= Beginning of Section =

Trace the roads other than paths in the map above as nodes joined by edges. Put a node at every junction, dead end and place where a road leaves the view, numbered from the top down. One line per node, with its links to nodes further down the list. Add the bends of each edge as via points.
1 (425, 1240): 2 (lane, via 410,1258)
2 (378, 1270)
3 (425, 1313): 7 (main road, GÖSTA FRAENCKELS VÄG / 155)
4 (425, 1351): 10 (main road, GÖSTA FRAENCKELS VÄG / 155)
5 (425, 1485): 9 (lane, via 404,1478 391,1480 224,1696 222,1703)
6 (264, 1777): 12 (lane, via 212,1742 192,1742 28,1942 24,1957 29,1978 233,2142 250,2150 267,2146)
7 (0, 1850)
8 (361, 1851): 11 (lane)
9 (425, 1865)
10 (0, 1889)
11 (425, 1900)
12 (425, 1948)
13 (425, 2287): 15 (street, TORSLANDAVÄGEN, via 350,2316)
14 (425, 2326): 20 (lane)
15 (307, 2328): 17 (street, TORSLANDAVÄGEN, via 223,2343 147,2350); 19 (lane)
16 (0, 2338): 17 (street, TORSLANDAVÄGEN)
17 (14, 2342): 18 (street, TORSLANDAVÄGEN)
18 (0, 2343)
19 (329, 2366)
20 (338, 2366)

= End of Section =

ACTIVITY - All of the entries above need to be reproduced verbatim.

SOLUTION TO THIS TASK -
Trace the roads other than paths in the map above as nodes joined by edges. Put a node at every junction, dead end and place where a road leaves the view, numbered from the top down. One line per node, with its links to nodes further down the list. Add the bends of each edge as via points.
1 (425, 1240): 2 (lane, via 410,1258)
2 (378, 1270)
3 (425, 1313): 7 (main road, GÖSTA FRAENCKELS VÄG / 155)
4 (425, 1351): 10 (main road, GÖSTA FRAENCKELS VÄG / 155)
5 (425, 1485): 9 (lane, via 404,1478 391,1480 224,1696 222,1703)
6 (264, 1777): 12 (lane, via 212,1742 192,1742 28,1942 24,1957 29,1978 233,2142 250,2150 267,2146)
7 (0, 1850)
8 (361, 1851): 11 (lane)
9 (425, 1865)
10 (0, 1889)
11 (425, 1900)
12 (425, 1948)
13 (425, 2287): 15 (street, TORSLANDAVÄGEN, via 350,2316)
14 (425, 2326): 20 (lane)
15 (307, 2328): 17 (street, TORSLANDAVÄGEN, via 223,2343 147,2350); 19 (lane)
16 (0, 2338): 17 (street, TORSLANDAVÄGEN)
17 (14, 2342): 18 (street, TORSLANDAVÄGEN)
18 (0, 2343)
19 (329, 2366)
20 (338, 2366)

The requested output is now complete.